White House Press Secretary Sean Spicer insisted that Trump is undaunted by the outcome of the deal which awaits final approval and looks forward to achieving many of his spending goals when Congress begins negotiating a new full-year budget for fiscal 2018. Trump signaled in his March budget proposal that he will seek $54 billion of increased defense spending next year along with $2.6 billion for the border wall.
“Make no mistake, the wall will be built,” Spicer told reporters.
Republicans are likely to back the president on a handful of his key defense and national security initiatives, including some version of the wall that could end up costing $25 billion or more in the coming years. However, they will bridle at other elements of his budget, including his insistence on a nearly dollar-for-dollar reduction in domestic spending to offset the cost of his military and homeland security buildup.
The looming budget debate for the coming year will also have, as a backdrop, Trump’s drive to pass major corporate and individual tax cuts that analysts warn could add between $3 trillion and $7 trillion to the national debt over the coming decade unless there were offsetting tax increases or spending cuts.
Trump, Treasury Secretary Steven Mnuchin and other top-level administration officials insist that the tax cuts will ultimately pay for themselves by expanding the economy by 3 percent or more annually in the coming years.
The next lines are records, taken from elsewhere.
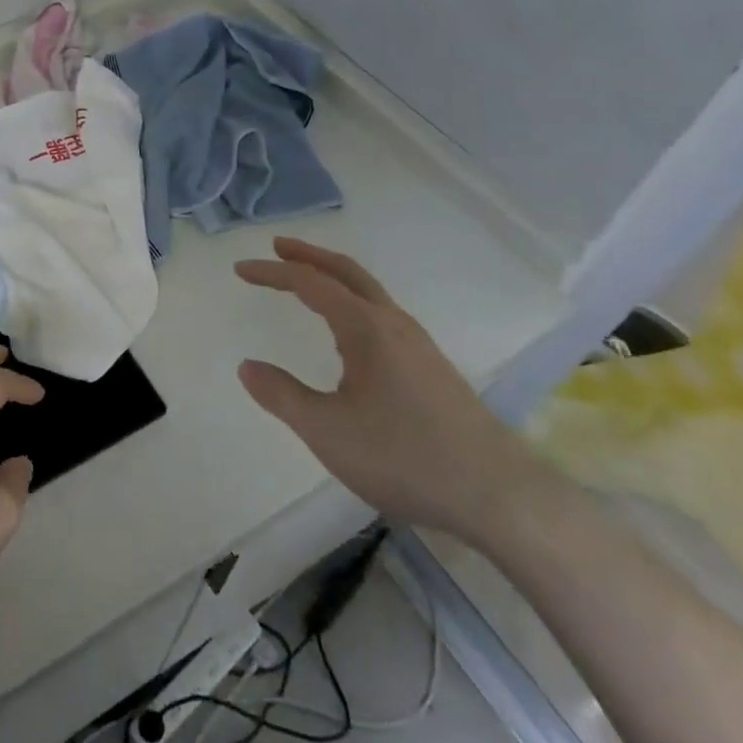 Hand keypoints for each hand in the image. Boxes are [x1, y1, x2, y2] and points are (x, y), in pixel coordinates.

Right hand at [236, 238, 552, 544]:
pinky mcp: (433, 368)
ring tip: (308, 282)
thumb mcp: (328, 432)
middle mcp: (393, 324)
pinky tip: (351, 332)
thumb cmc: (406, 457)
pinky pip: (382, 313)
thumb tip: (247, 367)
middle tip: (278, 246)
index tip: (241, 269)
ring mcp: (419, 345)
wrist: (501, 496)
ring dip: (334, 277)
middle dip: (309, 256)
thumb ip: (282, 396)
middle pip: (346, 272)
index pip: (310, 283)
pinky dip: (353, 300)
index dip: (273, 273)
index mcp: (365, 328)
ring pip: (369, 292)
Former Federal Reserve Board chair Ben Bernanke called 3 percent “a pretty long shot” during an appearance on CNBC yesterday.
The GOP is sorely divided between traditional deficit hawks who are worried about the mounting debt and champions of supply-side economics and dynamic scoring who believe tax cuts are an economic elixir.
Ryan Alexander, president of Taxpayers for Common Sense, a spending watchdog, complained yesterday that the latest spending deal breaches legally binding budget caps by using more than $100 billion in off-budget spending.
Senate Minority Leader Chuck Schumer (D-NY) urged the White House and GOP lawmakers to learn from the latest deal and work with them on upcoming big-ticket spending and tax issues. “If they just try to do things on their own, they aren’t going to be able to accomplish anything,” he said.